Literature Search Strategies
Searching databases systematically
A good literature search is systematic and documented. It involves translating a research question into keywords and controlled vocabulary, selecting appropriate databases such as PubMed, Scopus, Web of Science, and Google Scholar, and combining terms using Boolean operators, truncation, and field tags. Recording the exact search strings, databases consulted, search dates, and result counts makes the process transparent and reproducible — a requirement for any rigorous literature review or systematic review.
What Is a Literature Search?
A literature search is the systematic process of identifying published studies that can help answer a specific research question. It differs from casual browsing or typing terms into a general search engine; it requires pre-defined keywords, specific databases, and a reproducible procedure. A systematic approach ensures that the researcher does not miss important evidence, that the search is free from undue bias, and that the process can be verified by others. While valuable for all types of literature review, it is an absolute requirement for systematic reviews and meta-analyses.
How It Works: Core Steps
The first step is structuring the research question with a framework such as PICO, then generating a list of keywords and synonyms for each component. Next, appropriate databases are selected: PubMed/MEDLINE for medicine, PsycINFO or Scopus for social sciences, IEEE Xplore for engineering, and so on. The search string is built with Boolean operators — AND to narrow between concepts, OR to combine synonyms, NOT to exclude off-topic content. Truncation (for example random*) captures different word endings. Subject headings such as MeSH controlled vocabulary and field tags such as [tiab] for title and abstract searching increase precision. Every search must be logged with its date and result count.
A Concrete Example
Suppose the research question is: Does aerobic exercise reduce depression in adults? Using the PICO framework, P = adults, I = aerobic exercise, C = control group, O = depression. A search string might read: (aerobic exercise OR physical activity OR running) AND (depression OR depressive disorder OR major depressive disorder) AND (adult* OR grown-up). This string is run in PubMed separately with MeSH terms (Depression [MeSH], Exercise [MeSH]) and with free-text terms, and results are combined. Notes such as search conducted 15 March 2025, 847 records retrieved are recorded and reported in the methods section or a PRISMA flow diagram.
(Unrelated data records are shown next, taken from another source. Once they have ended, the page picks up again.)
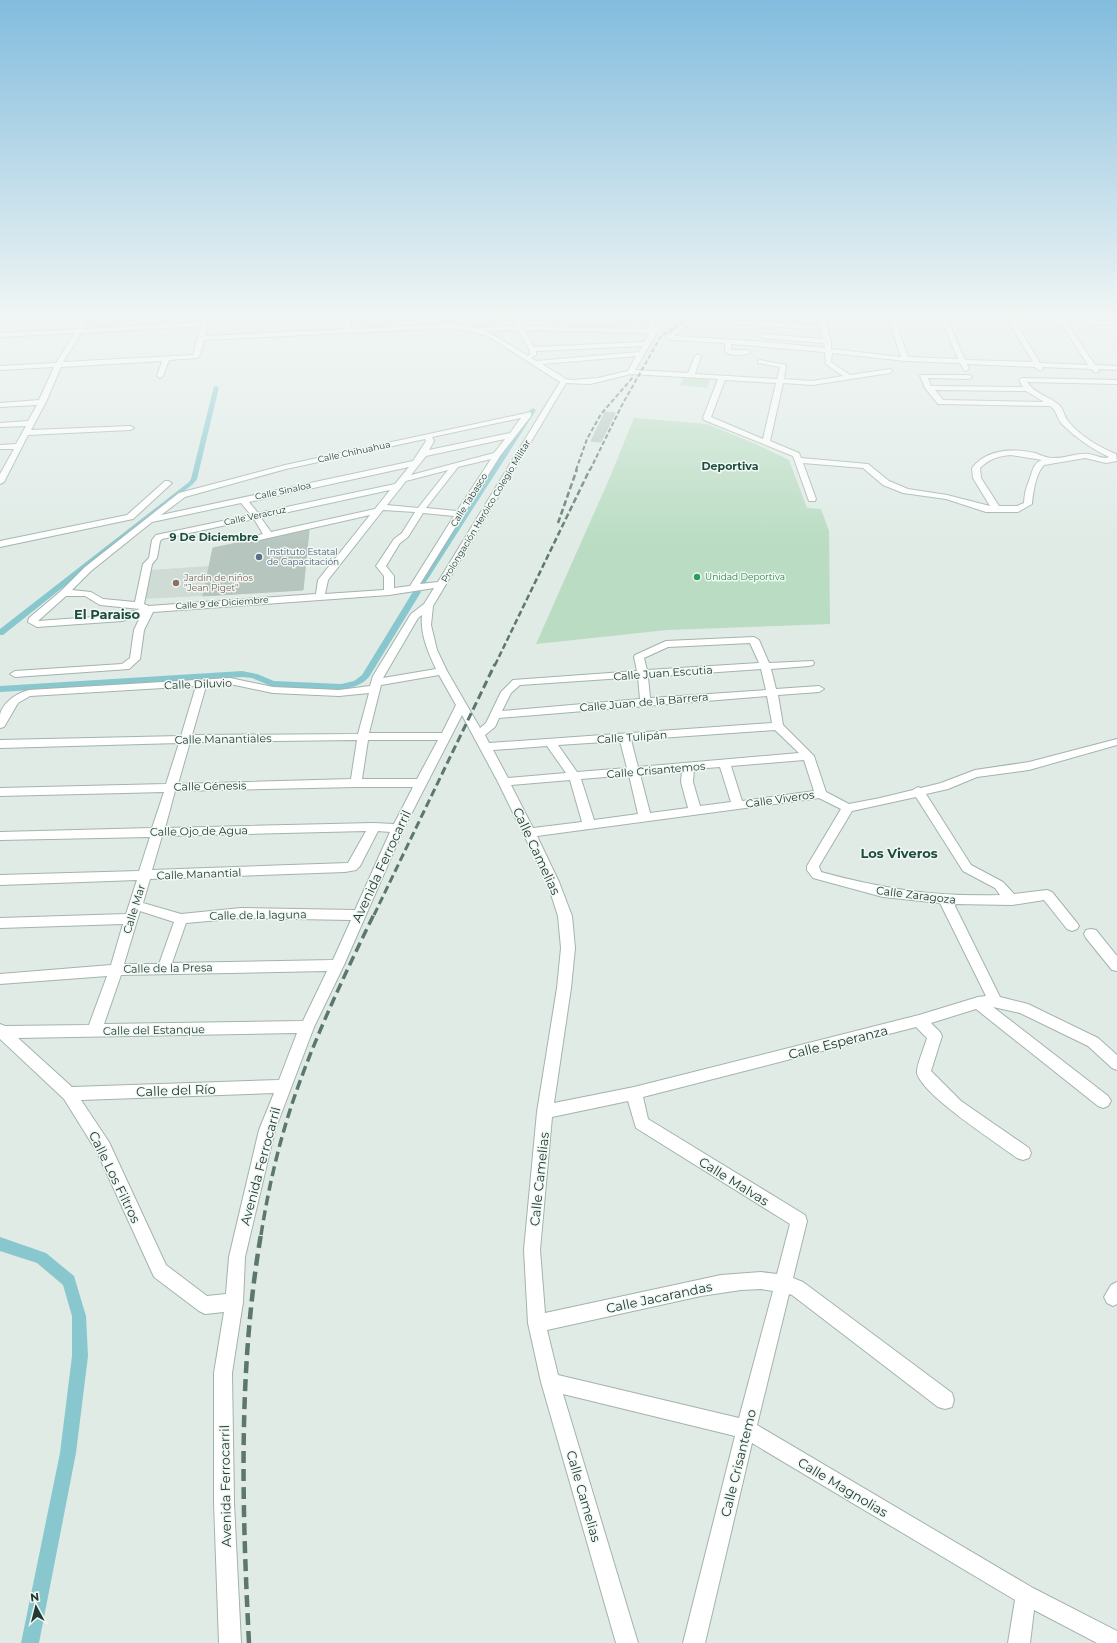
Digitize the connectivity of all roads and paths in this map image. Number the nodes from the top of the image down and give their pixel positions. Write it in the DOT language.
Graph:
graph roads {
  1 [pos="46,394"];
  2 [pos="556,394"];
  3 [pos="716,394"];
  4 [pos="777,394"];
  5 [pos="934,394"];
  6 [pos="976,394"];
  7 [pos="1035,394"];
  8 [pos="42,402"];
  9 [pos="980,403"];
  10 [pos="1051,404"];
  11 [pos="0,405"];
  12 [pos="528,414"];
  13 [pos="31,423"];
  14 [pos="0,425"];
  15 [pos="130,428"];
  16 [pos="25,433"];
  17 [pos="512,435"];
  18 [pos="427,436"];
  19 [pos="766,442"];
  20 [pos="18,446"];
  21 [pos="0,447"];
  22 [pos="423,454"];
  23 [pos="497,455"];
  24 [pos="798,460"];
  25 [pos="1052,461"];
  26 [pos="416,462"];
  27 [pos="454,466"];
  28 [pos="1,479"];
  29 [pos="401,482"];
  30 [pos="168,483"];
  31 [pos="812,499"];
  32 [pos="242,500"];
  33 [pos="380,509"];
  34 [pos="996,510"];
  35 [pos="420,511"];
  36 [pos="460,514"];
  37 [pos="256,516"];
  38 [pos="149,521"];
  39 [pos="268,535"];
  40 [pos="251,539"];
  41 [pos="0,544"];
  42 [pos="441,584"];
  43 [pos="413,588"];
  44 [pos="389,592"];
  45 [pos="64,594"];
  46 [pos="320,597"];
  47 [pos="140,605"];
  48 [pos="428,606"];
  49 [pos="149,609"];
  50 [pos="809,663"];
  51 [pos="765,666"];
  52 [pos="442,671"];
  53 [pos="15,674"];
  54 [pos="643,674"];
  55 [pos="202,684"];
  56 [pos="376,685"];
  57 [pos="819,689"];
  58 [pos="772,693"];
  59 [pos="645,702"];
  60 [pos="462,704"];
  61 [pos="495,715"];
  62 [pos="0,725"];
  63 [pos="778,726"];
  64 [pos="480,735"];
  65 [pos="363,736"];
  66 [pos="446,736"];
  67 [pos="626,737"];
  68 [pos="186,739"];
  69 [pos="551,742"];
  70 [pos="1117,742"];
  71 [pos="0,744"];
  72 [pos="808,756"];
  73 [pos="724,764"];
  74 [pos="688,767"];
  75 [pos="634,772"];
  76 [pos="575,777"];
  77 [pos="504,782"];
  78 [pos="356,783"];
  79 [pos="420,783"];
  80 [pos="171,787"];
  81 [pos="918,791"];
  82 [pos="0,792"];
  83 [pos="821,794"];
  84 [pos="738,805"];
  85 [pos="848,808"];
  86 [pos="695,811"];
  87 [pos="645,818"];
  88 [pos="589,826"];
  89 [pos="374,827"];
  90 [pos="398,828"];
  91 [pos="158,832"];
  92 [pos="529,833"];
  93 [pos="0,836"];
  94 [pos="144,876"];
  95 [pos="0,880"];
  96 [pos="945,900"];
  97 [pos="1012,900"];
  98 [pos="136,905"];
  99 [pos="359,915"];
  100 [pos="131,919"];
  101 [pos="181,919"];
  102 [pos="0,923"];
  103 [pos="1072,926"];
  104 [pos="1091,934"];
  105 [pos="337,965"];
  106 [pos="1117,966"];
  107 [pos="164,968"];
  108 [pos="116,970"];
  109 [pos="0,979"];
  110 [pos="995,1001"];
  111 [pos="978,1003"];
  112 [pos="919,1021"];
  113 [pos="307,1027"];
  114 [pos="1,1031"];
  115 [pos="94,1031"];
  116 [pos="1117,1064"];
  117 [pos="283,1086"];
  118 [pos="634,1093"];
  119 [pos="69,1094"];
  120 [pos="1103,1101"];
  121 [pos="545,1112"];
  122 [pos="1023,1153"];
  123 [pos="783,1283"];
  124 [pos="234,1302"];
  125 [pos="537,1324"];
  126 [pos="550,1382"];
  127 [pos="945,1400"];
  128 [pos="746,1429"];
  129 [pos="1026,1595"];
  130 [pos="1117,1642"];
  131 [pos="230,1643"];
  132 [pos="627,1643"];
  133 [pos="694,1643"];
  134 [pos="1019,1643"];
  1 -- 8 [label="street"];
  2 -- 42 [label="street, Prolongación Heróico Colegio Militar"];
  3 -- 19 [label="street"];
  4 -- 19 [label="street"];
  5 -- 9 [label="street"];
  6 -- 9 [label="street"];
  7 -- 10 [label="street"];
  8 -- 11 [label="street"];
  8 -- 13 [label="street"];
  9 -- 10 [label="street"];
  10 -- 25 [label="street"];
  12 -- 17 [label="street, Calle Tabasco"];
  12 -- 18 [label="street, Calle Chihuahua"];
  13 -- 14 [label="street"];
  13 -- 16 [label="street"];
  15 -- 16 [label="street"];
  16 -- 20 [label="street"];
  17 -- 22 [label="street"];
  17 -- 23 [label="street, Calle Tabasco"];
  18 -- 22 [label="street"];
  18 -- 38 [label="street, Calle Chihuahua"];
  19 -- 24 [label="street"];
  20 -- 21 [label="street"];
  20 -- 28 [label="street"];
  22 -- 26 [label="street"];
  23 -- 27 [label="street, Calle Veracruz"];
  23 -- 36 [label="street, Calle Tabasco"];
  24 -- 31 [label="street"];
  24 -- 34 [label="street"];
  25 -- 34 [label="street"];
  25 -- 34 [label="street"];
  26 -- 29 [label="street"];
  26 -- 32 [label="street, Calle Sinaloa"];
  27 -- 29 [label="street, Calle Veracruz"];
  27 -- 35 [label="street"];
  29 -- 33 [label="street"];
  29 -- 37 [label="street, Calle Veracruz"];
  30 -- 41 [label="street"];
  32 -- 37 [label="street"];
  32 -- 38 [label="street, Calle Sinaloa"];
  33 -- 35 [label="street"];
  33 -- 39 [label="street"];
  33 -- 46 [label="street"];
  35 -- 36 [label="street"];
  35 -- 44 [label="street"];
  36 -- 43 [label="street, Calle Tabasco"];
  37 -- 39 [label="street"];
  37 -- 47 [label="street, Calle Veracruz"];
  38 -- 45 [label="street"];
  39 -- 40 [label="street"];
  42 -- 43 [label="street"];
  42 -- 48 [label="street, Prolongación Heróico Colegio Militar"];
  43 -- 44 [label="street, Calle 9 de Diciembre"];
  44 -- 46 [label="street, Calle 9 de Diciembre"];
  45 -- 47 [label="street"];
  45 -- 49 [label="street, Calle 9 de Diciembre"];
  46 -- 49 [label="street, Calle 9 de Diciembre"];
  47 -- 49 [label="street"];
  48 -- 52 [label="street, Prolongación Heróico Colegio Militar"];
  48 -- 56 [label="street"];
  49 -- 53 [label="street"];
  50 -- 51 [label="street, Calle Juan Escutia"];
  51 -- 54 [label="street, Calle Juan Escutia"];
  51 -- 54 [label="street"];
  51 -- 58 [label="street"];
  52 -- 56 [label="street, Calle Diluvio"];
  52 -- 60 [label="street, Prolongación Heróico Colegio Militar"];
  54 -- 59 [label="street"];
  54 -- 61 [label="street, Calle Juan Escutia"];
  55 -- 56 [label="street, Calle Diluvio"];
  55 -- 62 [label="street, Calle Diluvio"];
  55 -- 68 [label="street, Calle Mar"];
  56 -- 65 [label="street"];
  57 -- 58 [label="street, Calle Juan de la Barrera"];
  58 -- 59 [label="street, Calle Juan de la Barrera"];
  58 -- 63 [label="street"];
  59 -- 61 [label="street, Calle Juan de la Barrera"];
  60 -- 64 [label="street, Prolongación Heróico Colegio Militar"];
  60 -- 66 [label="street, Avenida Ferrocarril"];
  61 -- 64 [label="street"];
  63 -- 67 [label="street, Calle Tulipán"];
  63 -- 72 [label="street"];
  64 -- 69 [label="street, Calle Tulipán"];
  64 -- 77 [label="street, Calle Camelias"];
  65 -- 66 [label="street, Calle Manantiales"];
  65 -- 68 [label="street, Calle Manantiales"];
  65 -- 78 [label="street"];
  66 -- 79 [label="street, Avenida Ferrocarril"];
  67 -- 69 [label="street, Calle Tulipán"];
  67 -- 75 [label="street"];
  68 -- 71 [label="street, Calle Manantiales"];
  68 -- 80 [label="street, Calle Mar"];
  69 -- 76 [label="street"];
  70 -- 81 [label="street"];
  72 -- 73 [label="street, Calle Crisantemos"];
  72 -- 83 [label="street"];
  73 -- 74 [label="street, Calle Crisantemos"];
  73 -- 84 [label="street"];
  74 -- 75 [label="street, Calle Crisantemos"];
  74 -- 86 [label="street"];
  75 -- 76 [label="street, Calle Crisantemos"];
  75 -- 87 [label="street"];
  76 -- 77 [label="street, Calle Crisantemos"];
  76 -- 88 [label="street"];
  77 -- 92 [label="street, Calle Camelias"];
  78 -- 79 [label="street, Calle Génesis"];
  78 -- 80 [label="street, Calle Génesis"];
  79 -- 90 [label="street, Avenida Ferrocarril"];
  80 -- 82 [label="street, Calle Génesis"];
  80 -- 91 [label="street, Calle Mar"];
  81 -- 85 [label="street"];
  81 -- 97 [label="street"];
  83 -- 84 [label="street, Calle Viveros"];
  83 -- 85 [label="street, Calle Viveros"];
  84 -- 86 [label="street, Calle Viveros"];
  85 -- 96 [label="street, Calle Zaragoza"];
  86 -- 87 [label="street, Calle Viveros"];
  87 -- 88 [label="street, Calle Viveros"];
  88 -- 92 [label="street, Calle Viveros"];
  89 -- 90 [label="street, Calle Ojo de Agua"];
  89 -- 91 [label="street, Calle Ojo de Agua"];
  89 -- 94 [label="street, Calle Manantial"];
  90 -- 99 [label="street, Avenida Ferrocarril"];
  91 -- 93 [label="street, Calle Ojo de Agua"];
  91 -- 94 [label="street, Calle Mar"];
  92 -- 121 [label="street, Calle Camelias"];
  94 -- 95 [label="street, Calle Manantial"];
  94 -- 98 [label="street, Calle Mar"];
  96 -- 97 [label="street, Calle Zaragoza"];
  96 -- 110 [label="street"];
  97 -- 103 [label="street, Calle Zaragoza"];
  98 -- 100 [label="street, Calle Mar"];
  98 -- 101 [label="street, Calle de la laguna"];
  99 -- 101 [label="street, Calle de la laguna"];
  99 -- 105 [label="street, Avenida Ferrocarril"];
  100 -- 102 [label="street"];
  100 -- 108 [label="street, Calle Mar"];
  101 -- 107 [label="street"];
  104 -- 106 [label="street"];
  105 -- 107 [label="street, Calle de la Presa"];
  105 -- 113 [label="street, Avenida Ferrocarril"];
  107 -- 108 [label="street, Calle de la Presa"];
  108 -- 109 [label="street, Calle de la Presa"];
  108 -- 115 [label="street, Calle Mar"];
  110 -- 111 [label="street, Calle Esperanza"];
  110 -- 116 [label="street, Calle Esperanza"];
  111 -- 112 [label="street, Calle Esperanza"];
  111 -- 120 [label="street"];
  112 -- 118 [label="street, Calle Esperanza"];
  112 -- 122 [label="street"];
  113 -- 115 [label="street, Calle del Estanque"];
  113 -- 117 [label="street, Avenida Ferrocarril"];
  114 -- 115 [label="street, Calle del Estanque"];
  114 -- 119 [label="street, Calle Los Filtros"];
  117 -- 119 [label="street, Calle del Río"];
  117 -- 124 [label="street, Avenida Ferrocarril"];
  118 -- 121 [label="street, Calle Esperanza"];
  118 -- 123 [label="street, Calle Malvas"];
  119 -- 124 [label="street, Calle Los Filtros"];
  121 -- 125 [label="street, Calle Camelias"];
  123 -- 125 [label="street, Calle Jacarandas"];
  123 -- 127 [label="street, Calle Jacarandas"];
  123 -- 128 [label="street, Calle Crisantemo"];
  124 -- 131 [label="street, Avenida Ferrocarril"];
  125 -- 126 [label="street, Calle Camelias"];
  126 -- 128 [label="street, Calle Magnolias"];
  126 -- 132 [label="street, Calle Camelias"];
  128 -- 129 [label="street, Calle Magnolias"];
  128 -- 133 [label="street, Calle Crisantemo"];
  129 -- 130 [label="street, Calle Magnolias"];
  129 -- 134 [label="street"];
}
Common Pitfalls and Good Practice
Common mistakes include searching only a single database, restricting the search to English-language publications (language bias), failing to record search strings, and not noting the date between searching and accessing articles. Poor keyword choices can produce too many irrelevant results (low precision) or miss key studies (low sensitivity). For good practice: use database-specific thesauri and controlled vocabulary, supplement with hand-searching and citation tracking, collaborate with a librarian for complex topics, and make the full search transparent by registering it in PROSPERO or OSF or by including it as a supplementary file in the published article.
Key terms
- Boolean Operators
- Logical connectors — AND, OR, NOT — used to combine or exclude search terms.
- Controlled Vocabulary
- Standardized database-specific terms; MeSH headings in PubMed are a prime example.
- Truncation
- Adding * to a word stem to retrieve multiple endings in a single search.
- Search String
- The exact query entered into a database, comprising keywords and operators.
- Reproducibility
- The ability of another researcher to replicate the search and obtain the same results.